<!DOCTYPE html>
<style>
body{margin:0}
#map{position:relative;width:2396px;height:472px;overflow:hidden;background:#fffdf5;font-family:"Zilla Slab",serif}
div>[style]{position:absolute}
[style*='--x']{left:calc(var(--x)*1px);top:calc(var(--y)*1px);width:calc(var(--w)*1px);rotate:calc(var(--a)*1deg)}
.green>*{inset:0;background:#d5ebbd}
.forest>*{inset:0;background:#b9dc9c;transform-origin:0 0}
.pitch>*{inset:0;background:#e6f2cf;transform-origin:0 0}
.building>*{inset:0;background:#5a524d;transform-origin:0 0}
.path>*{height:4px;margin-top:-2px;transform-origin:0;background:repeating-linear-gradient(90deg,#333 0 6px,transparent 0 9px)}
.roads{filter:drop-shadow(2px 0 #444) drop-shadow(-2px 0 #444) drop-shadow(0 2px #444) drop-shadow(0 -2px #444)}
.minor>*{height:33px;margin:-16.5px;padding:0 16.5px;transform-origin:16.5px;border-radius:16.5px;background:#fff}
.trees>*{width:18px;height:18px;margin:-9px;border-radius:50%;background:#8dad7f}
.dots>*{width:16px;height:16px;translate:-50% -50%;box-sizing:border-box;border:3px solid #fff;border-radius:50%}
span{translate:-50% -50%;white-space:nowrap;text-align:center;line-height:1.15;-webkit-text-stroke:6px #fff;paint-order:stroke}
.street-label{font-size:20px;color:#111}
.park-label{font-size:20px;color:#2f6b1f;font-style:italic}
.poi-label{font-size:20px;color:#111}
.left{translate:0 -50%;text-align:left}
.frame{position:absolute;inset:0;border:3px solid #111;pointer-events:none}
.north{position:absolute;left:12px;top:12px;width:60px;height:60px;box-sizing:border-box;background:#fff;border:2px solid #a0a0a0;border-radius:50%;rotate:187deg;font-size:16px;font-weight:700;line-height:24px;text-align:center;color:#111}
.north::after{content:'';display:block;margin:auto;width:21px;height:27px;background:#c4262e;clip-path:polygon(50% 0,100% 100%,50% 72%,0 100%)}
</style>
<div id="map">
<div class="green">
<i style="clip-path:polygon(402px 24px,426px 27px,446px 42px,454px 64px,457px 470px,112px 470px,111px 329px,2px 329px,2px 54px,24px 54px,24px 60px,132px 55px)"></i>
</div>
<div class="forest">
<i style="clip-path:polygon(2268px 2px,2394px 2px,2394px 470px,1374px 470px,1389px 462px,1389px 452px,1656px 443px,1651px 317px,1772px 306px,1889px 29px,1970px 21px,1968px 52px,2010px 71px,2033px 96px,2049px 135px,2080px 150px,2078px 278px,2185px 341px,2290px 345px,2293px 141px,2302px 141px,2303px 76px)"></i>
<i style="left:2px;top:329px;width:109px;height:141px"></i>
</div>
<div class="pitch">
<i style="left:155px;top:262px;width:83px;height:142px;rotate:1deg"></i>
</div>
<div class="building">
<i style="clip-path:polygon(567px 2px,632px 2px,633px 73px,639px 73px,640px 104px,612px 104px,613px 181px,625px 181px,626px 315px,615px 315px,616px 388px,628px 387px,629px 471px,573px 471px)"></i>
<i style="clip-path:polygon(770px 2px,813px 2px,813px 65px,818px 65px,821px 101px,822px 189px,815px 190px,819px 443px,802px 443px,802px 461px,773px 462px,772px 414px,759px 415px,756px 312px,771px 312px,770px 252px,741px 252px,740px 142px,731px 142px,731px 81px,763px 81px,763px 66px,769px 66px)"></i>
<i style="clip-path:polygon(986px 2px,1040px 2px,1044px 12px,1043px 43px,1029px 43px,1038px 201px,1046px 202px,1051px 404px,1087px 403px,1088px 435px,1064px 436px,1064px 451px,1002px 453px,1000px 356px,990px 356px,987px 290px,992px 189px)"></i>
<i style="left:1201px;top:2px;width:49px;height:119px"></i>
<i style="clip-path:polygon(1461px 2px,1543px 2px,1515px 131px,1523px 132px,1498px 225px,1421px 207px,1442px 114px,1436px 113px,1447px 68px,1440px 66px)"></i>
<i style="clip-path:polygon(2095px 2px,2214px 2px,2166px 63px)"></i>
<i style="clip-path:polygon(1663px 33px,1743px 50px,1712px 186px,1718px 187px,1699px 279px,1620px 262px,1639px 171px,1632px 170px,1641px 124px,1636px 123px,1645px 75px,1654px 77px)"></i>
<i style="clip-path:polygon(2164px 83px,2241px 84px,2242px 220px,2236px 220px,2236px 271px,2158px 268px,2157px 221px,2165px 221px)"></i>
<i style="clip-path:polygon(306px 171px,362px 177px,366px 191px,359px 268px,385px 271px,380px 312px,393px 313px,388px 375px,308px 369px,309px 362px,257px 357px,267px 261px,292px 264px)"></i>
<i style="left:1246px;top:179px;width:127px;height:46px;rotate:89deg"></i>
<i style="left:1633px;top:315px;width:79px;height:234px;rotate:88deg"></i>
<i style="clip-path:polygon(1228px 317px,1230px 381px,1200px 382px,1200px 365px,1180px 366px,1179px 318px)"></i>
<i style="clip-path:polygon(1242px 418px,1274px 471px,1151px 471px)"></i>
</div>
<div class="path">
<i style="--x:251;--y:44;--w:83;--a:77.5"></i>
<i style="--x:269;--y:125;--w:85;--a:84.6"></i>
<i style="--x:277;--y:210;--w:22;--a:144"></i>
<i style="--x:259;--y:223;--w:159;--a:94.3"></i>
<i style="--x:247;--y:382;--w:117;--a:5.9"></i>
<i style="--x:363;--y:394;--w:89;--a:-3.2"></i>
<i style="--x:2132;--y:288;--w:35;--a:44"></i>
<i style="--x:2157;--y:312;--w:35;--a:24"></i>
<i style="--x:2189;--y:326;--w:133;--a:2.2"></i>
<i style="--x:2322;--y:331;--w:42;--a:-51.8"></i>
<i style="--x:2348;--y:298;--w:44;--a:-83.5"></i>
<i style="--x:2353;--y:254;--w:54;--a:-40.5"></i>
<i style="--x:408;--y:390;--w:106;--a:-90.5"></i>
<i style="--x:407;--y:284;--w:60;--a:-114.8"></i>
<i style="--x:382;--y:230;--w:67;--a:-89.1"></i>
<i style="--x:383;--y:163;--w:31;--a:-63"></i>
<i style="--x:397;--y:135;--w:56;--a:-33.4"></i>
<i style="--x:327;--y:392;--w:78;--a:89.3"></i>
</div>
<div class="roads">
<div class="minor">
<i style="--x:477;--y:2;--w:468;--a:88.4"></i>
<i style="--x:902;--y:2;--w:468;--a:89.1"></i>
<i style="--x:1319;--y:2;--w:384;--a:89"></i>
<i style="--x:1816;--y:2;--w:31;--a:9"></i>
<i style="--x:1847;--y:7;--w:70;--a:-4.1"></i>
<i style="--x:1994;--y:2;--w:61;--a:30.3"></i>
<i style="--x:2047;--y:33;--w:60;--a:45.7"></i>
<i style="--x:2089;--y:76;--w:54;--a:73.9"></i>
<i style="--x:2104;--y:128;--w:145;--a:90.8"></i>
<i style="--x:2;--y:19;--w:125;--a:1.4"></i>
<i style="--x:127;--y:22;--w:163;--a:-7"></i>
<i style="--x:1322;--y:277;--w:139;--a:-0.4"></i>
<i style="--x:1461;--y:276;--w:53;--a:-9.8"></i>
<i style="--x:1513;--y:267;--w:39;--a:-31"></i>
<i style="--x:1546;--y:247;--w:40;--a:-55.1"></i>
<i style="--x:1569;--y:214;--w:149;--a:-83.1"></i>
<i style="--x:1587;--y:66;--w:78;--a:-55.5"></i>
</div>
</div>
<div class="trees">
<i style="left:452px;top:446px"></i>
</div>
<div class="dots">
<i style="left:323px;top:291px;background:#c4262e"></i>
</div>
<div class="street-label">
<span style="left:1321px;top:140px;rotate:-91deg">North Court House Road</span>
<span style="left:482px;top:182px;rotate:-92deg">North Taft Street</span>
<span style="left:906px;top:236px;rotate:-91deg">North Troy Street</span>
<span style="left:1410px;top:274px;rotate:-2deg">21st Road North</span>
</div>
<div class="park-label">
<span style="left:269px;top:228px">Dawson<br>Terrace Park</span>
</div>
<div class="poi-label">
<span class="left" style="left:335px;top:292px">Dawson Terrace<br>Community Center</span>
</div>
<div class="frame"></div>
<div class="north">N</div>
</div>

--

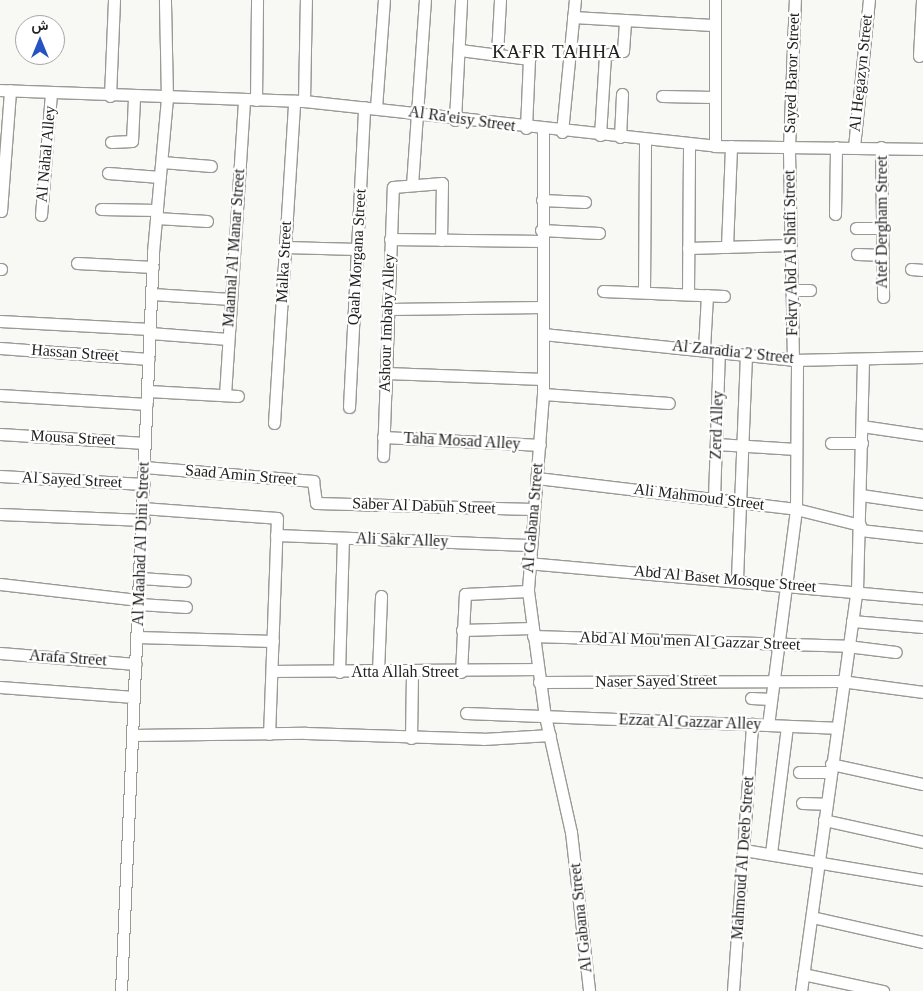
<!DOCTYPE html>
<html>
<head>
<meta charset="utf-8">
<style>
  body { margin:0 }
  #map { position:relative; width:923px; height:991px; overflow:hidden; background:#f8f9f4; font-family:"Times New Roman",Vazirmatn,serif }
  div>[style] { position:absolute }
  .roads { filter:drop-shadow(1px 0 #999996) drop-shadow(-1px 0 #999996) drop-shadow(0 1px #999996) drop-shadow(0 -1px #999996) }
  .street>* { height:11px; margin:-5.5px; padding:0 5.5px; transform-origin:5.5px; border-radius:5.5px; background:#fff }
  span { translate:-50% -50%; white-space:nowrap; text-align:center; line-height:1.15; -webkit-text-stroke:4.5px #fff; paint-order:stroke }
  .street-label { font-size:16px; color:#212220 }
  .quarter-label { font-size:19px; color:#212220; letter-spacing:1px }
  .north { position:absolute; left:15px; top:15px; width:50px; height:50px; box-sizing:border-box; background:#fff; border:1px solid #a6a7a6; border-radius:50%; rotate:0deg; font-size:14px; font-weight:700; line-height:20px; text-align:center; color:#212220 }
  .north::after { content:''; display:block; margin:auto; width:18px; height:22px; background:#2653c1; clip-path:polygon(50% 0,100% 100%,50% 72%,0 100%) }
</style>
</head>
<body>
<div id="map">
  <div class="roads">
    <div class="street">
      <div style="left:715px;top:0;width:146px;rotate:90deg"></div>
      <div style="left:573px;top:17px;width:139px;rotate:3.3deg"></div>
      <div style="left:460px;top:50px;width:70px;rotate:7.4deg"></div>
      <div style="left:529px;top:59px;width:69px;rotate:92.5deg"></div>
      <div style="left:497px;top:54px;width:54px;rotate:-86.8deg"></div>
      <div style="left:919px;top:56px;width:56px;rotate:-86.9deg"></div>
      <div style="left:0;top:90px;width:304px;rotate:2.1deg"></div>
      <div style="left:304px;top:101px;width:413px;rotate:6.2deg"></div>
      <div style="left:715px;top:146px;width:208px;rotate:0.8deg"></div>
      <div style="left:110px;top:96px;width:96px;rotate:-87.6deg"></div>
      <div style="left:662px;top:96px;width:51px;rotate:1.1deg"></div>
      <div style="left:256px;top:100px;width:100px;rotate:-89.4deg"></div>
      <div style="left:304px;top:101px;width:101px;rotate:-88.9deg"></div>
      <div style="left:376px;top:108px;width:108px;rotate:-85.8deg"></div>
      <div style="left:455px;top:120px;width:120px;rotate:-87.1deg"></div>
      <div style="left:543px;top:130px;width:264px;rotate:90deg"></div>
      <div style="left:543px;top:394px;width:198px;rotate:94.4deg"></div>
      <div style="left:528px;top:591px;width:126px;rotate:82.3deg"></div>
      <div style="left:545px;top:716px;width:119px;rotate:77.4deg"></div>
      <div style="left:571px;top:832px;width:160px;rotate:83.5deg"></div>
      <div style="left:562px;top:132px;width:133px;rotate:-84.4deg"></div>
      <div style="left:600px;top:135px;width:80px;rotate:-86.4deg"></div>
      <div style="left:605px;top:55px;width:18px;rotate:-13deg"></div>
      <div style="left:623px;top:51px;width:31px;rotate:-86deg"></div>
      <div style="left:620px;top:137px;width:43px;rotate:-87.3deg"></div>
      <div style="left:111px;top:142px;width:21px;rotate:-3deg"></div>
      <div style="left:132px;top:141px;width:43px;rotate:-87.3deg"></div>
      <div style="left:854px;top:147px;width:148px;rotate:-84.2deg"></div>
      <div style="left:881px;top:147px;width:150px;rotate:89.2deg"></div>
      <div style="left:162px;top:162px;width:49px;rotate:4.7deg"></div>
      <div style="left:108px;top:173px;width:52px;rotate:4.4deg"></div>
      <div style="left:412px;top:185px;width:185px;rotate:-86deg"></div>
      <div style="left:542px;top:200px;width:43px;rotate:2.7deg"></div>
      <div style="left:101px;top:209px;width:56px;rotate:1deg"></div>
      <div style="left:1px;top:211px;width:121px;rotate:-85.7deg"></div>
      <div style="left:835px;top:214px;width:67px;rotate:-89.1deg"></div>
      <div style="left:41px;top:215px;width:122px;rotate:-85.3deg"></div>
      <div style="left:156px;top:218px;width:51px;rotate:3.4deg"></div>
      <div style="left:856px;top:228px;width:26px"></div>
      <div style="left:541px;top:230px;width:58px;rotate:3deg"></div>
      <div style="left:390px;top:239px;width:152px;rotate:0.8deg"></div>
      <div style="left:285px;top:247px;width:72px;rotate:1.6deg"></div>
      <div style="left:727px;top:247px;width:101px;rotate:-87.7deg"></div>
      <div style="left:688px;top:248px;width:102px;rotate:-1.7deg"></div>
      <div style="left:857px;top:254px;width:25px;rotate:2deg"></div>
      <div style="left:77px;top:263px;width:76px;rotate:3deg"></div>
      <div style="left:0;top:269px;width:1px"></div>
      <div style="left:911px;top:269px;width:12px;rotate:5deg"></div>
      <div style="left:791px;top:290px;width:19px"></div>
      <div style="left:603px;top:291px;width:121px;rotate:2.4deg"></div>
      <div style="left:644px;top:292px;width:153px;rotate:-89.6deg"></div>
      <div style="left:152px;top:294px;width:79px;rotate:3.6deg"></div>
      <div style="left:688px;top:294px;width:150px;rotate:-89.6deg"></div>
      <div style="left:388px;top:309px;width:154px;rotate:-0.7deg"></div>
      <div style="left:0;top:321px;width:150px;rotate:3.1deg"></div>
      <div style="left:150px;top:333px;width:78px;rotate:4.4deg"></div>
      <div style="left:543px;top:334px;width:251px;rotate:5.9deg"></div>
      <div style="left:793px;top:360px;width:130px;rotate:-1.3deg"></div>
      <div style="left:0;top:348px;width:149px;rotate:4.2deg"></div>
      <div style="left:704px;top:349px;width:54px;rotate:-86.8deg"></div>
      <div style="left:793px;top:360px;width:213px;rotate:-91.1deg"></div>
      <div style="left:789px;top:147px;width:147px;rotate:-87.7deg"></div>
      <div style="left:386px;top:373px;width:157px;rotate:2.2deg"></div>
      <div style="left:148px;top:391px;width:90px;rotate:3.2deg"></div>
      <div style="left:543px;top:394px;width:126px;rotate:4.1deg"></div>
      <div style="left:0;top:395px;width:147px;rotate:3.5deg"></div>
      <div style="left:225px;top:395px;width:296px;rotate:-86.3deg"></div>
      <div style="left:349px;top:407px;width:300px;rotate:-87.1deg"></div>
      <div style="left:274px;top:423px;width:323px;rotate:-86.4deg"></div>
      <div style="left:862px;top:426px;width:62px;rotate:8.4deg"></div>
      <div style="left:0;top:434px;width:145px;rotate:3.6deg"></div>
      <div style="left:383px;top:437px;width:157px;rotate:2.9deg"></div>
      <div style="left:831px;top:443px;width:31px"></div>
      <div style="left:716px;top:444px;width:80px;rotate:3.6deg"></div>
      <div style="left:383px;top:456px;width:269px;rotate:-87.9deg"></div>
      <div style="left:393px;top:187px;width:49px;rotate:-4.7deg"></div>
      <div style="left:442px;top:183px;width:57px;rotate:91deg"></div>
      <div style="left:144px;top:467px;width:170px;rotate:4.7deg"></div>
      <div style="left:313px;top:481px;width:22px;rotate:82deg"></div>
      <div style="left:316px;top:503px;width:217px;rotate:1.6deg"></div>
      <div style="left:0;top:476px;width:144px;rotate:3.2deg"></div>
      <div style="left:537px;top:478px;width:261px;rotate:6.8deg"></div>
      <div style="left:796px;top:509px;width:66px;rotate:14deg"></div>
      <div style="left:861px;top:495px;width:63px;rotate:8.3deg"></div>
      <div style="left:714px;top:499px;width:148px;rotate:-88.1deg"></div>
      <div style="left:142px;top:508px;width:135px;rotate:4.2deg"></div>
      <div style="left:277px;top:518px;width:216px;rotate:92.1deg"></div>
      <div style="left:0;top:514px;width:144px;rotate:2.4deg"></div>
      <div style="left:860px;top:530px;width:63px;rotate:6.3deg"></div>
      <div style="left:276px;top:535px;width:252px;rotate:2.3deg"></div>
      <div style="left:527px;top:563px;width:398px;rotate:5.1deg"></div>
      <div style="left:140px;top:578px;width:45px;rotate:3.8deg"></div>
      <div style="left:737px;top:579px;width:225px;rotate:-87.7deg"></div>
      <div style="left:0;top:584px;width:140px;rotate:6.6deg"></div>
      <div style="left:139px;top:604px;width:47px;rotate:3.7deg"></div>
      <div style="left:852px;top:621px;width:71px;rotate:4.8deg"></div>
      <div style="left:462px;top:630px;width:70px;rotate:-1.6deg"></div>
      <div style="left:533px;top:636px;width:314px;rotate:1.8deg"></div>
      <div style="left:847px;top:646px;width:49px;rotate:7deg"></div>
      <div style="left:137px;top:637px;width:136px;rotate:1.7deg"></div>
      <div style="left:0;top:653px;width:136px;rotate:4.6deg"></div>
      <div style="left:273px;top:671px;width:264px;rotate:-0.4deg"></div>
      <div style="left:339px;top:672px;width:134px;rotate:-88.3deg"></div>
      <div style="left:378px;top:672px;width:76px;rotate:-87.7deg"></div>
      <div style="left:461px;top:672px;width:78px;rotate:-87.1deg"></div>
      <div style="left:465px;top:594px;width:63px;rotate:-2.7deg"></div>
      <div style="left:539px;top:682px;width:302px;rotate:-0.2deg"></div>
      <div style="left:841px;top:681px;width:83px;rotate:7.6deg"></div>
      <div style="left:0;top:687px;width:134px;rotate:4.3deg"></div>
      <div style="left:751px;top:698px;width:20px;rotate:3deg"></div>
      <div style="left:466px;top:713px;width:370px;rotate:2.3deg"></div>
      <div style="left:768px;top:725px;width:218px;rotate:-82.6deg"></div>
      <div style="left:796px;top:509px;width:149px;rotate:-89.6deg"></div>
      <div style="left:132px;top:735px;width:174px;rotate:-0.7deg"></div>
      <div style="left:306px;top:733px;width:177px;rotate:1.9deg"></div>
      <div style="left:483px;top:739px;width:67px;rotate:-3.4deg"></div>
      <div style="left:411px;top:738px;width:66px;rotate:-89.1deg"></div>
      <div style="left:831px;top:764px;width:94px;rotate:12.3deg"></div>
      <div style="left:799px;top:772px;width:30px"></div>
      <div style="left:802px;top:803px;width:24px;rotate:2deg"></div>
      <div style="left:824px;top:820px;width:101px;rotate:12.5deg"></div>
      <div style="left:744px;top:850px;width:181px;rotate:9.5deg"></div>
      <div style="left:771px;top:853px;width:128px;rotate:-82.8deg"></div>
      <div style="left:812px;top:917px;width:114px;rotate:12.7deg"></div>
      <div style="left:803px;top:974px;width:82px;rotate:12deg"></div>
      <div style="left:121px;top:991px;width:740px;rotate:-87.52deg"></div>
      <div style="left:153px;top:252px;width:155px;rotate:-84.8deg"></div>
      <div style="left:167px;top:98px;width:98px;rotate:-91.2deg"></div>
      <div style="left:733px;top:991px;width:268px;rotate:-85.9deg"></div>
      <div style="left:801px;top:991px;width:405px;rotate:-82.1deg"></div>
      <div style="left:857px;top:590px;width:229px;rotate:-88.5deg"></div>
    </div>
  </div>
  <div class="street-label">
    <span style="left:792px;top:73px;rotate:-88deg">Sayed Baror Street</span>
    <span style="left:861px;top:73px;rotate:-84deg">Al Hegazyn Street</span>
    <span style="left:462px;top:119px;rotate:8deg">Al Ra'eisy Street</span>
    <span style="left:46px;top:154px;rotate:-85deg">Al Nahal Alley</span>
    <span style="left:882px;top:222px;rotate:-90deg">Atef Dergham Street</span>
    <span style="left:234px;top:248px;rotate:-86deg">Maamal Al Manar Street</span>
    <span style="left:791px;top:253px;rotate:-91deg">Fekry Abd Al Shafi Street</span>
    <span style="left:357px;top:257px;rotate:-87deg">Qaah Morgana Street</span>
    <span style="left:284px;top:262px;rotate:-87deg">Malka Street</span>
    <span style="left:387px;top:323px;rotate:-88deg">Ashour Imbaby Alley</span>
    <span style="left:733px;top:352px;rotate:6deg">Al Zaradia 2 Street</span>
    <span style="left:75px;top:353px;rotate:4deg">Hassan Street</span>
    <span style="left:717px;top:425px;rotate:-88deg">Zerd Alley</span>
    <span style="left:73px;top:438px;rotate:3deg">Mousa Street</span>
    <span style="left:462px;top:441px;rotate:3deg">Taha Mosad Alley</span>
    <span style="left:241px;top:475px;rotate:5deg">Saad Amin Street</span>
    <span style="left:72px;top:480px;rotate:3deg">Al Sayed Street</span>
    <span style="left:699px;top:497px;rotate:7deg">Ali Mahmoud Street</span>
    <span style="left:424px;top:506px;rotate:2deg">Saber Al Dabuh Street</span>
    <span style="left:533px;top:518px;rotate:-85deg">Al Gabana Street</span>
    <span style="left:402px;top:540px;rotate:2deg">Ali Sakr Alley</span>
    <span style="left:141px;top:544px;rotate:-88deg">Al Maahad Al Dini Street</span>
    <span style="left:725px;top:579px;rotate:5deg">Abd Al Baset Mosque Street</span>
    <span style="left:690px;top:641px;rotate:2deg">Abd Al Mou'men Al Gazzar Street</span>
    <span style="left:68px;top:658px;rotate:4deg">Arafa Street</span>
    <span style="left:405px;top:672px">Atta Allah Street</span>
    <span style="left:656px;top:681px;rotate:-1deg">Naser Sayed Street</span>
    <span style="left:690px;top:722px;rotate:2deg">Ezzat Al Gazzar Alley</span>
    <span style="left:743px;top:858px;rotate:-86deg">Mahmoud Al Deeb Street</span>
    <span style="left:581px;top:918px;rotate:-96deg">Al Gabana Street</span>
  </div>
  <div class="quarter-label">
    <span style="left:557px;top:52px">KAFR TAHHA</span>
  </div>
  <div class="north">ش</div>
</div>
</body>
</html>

__BRIEF__: Tally up the lines in the data that hold the word "forest". Only the total should be given.

__PROBLEM SOLUTION__: 2